It seems more and more evident that the “digital natives” have all grown up. It was a bubble. Most kids today play on devices instead of learning how to use computers.
We need to encourage kids who are interested in tech. We also need to expose more kids a wide variety of tech. Show them it’s fun.
We have more and more kids today who don’t know how to manage files, how to use features of software (like centering text), or how to type. My theory is: Before fun apps migrated to gadgets, kids wanted and needed to know how to use computers, so they could use MySpace (for example).
Today it’s very similar to pre-2000 when only “nerdy” students really knew how to use computers. Regular kids just use their phones/tablets.

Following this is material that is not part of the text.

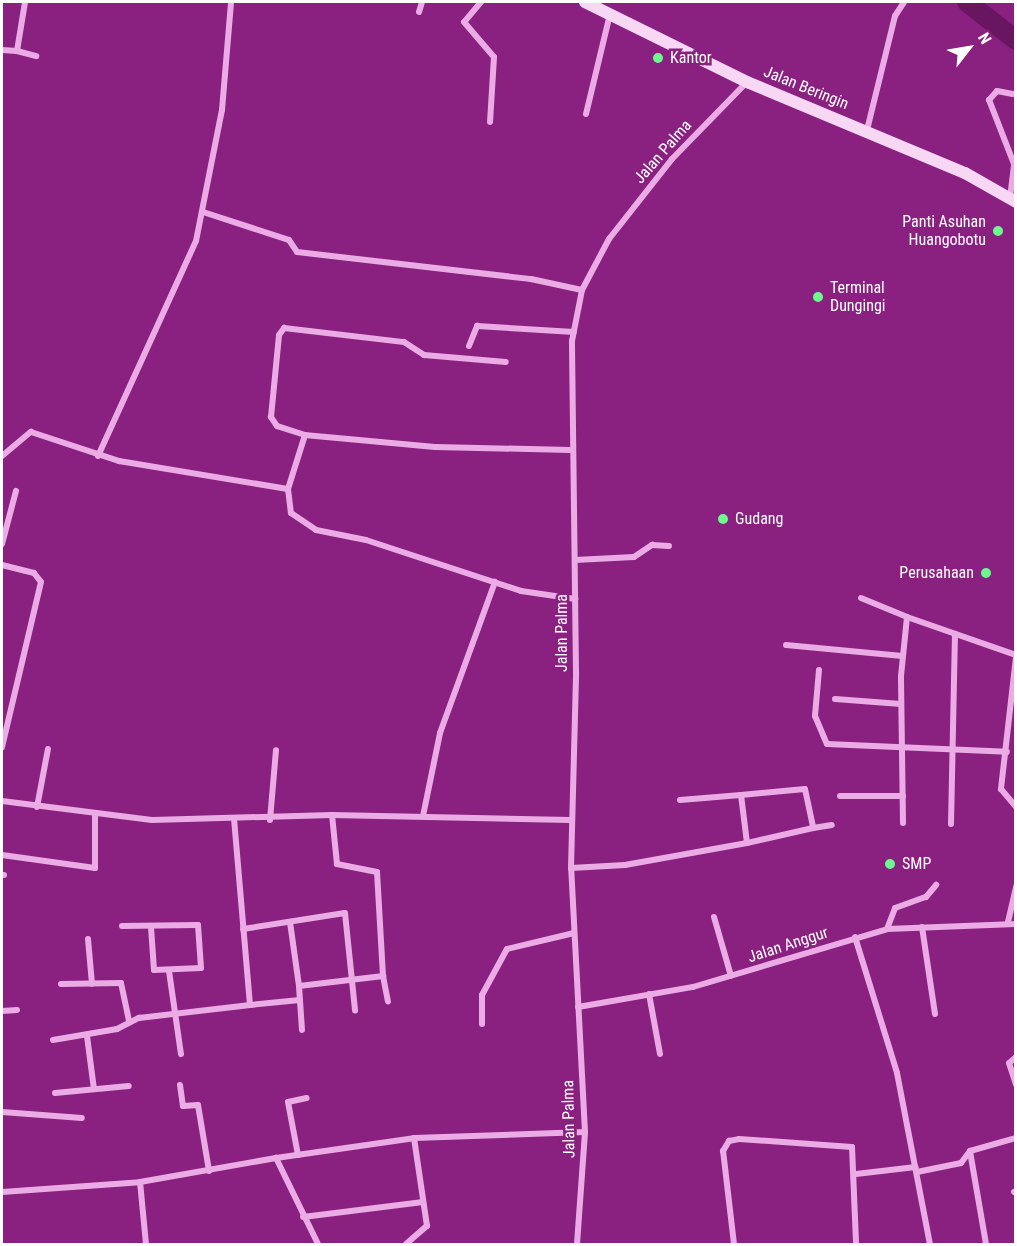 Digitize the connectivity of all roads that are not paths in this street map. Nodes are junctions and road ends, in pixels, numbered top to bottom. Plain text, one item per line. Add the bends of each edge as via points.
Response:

I’m not sure administrators, parents, or the public realize this is happening.
Teachers love fonts! This is not always a good thing typographically and technologically. Even though I may be risking unleashing a new wave of font-heavy publications, if teachers are using Google Fonts, they at least won’t be full of fonts that are proprietary and trapped on the originator’s machine, but missing from everyone who receives the file.
I spent the past couple weeks looking for a good piece of software I could use to create a diary of my daily reflections on teaching. This website isn’t the right place for these thoughts because I want to keep them to myself when they’re rough, and only share them after some time to think about them. I plan to read over my thoughts each week and then post refined reflections on this website.
I searched Google for “offline diary software” and “offline journal software” — and even threw in “open source” and “free” — and came up either with an overwhelming amount of shareware options, or pages about the journaling features of files systems (not what I was looking for). It wasn’t until I had given up and was checking my to-do list (OmniFocus, which was telling me it’s time to read over my Evernote notes and create tasks for any items requiring action) when I realized I was already using the best solution — just not yet as a journal.
I considered four applications before settling on writing my daily teaching journal / diary in Evernote.
Evernote is an application I was already using. I primarily use it from my phone when there is a product I need to remember — such as the dimensions of the air filters for my house. Evernote automatically stamps my notes with the date and time, so I don’t have to think about it. It supports different notebooks, so I can keep the teaching journal separate. Evernote supports tagging, so it will be easy to remember how I want to tag the posts if I make them public. It is on my phone, in my web browser, and on my desktop — both Windows and Mac. This means I can back up my files myself in case the cloud ever fails me. The notes I make in Evernote are private unless I choose to share them (though I probably won’t use this feature of Evernote because I already have a website for this purpose). I can even export any note to HTML, which makes it very easy to get info from Evernote into this website.
RedNotebook Portable is a portable version of RedNotebook, a “modern journal” which is open source, free, and runs on Windows, Mac, and Linux. It’s available from PortableApps.com, so I wanted to like it. But I couldn’t figure it out quickly enough. It seems to have the features I want, but I can’t find all of them, and the features I can find, I can’t get to them in a way I would expect.
Microsoft OneNote 2010 (part of Office 2010) seems to be great for capturing and cataloging lots of little bits of information — especially if you operate primarily in the Microsoft world. It didn’t do a good enough job of showing the linear nature of my journal entries. It doesn’t display the date in any obvious way. Also, tagging isn’t obvious enough. It’s really just overkill for a diary.
Memoranda “is an open source cross-platform diary manager and a tool for scheduling personal projects,” which looks interesting, but I settled on Evernote before trying it out. It is cross-platform (Windows, Mac, Linux) because it runs on Java. I like the cross-platform bit, but am not impressed with Java apps very often (it happens, but it’s rare).
Today’s post is a result of the daily=private, weekly=public approach to my teaching journal. This week I was testing software, so that’s what I wrote about. I also had about eight other concerns, but finding the right software was the soloist trumpeting above the sound of the band.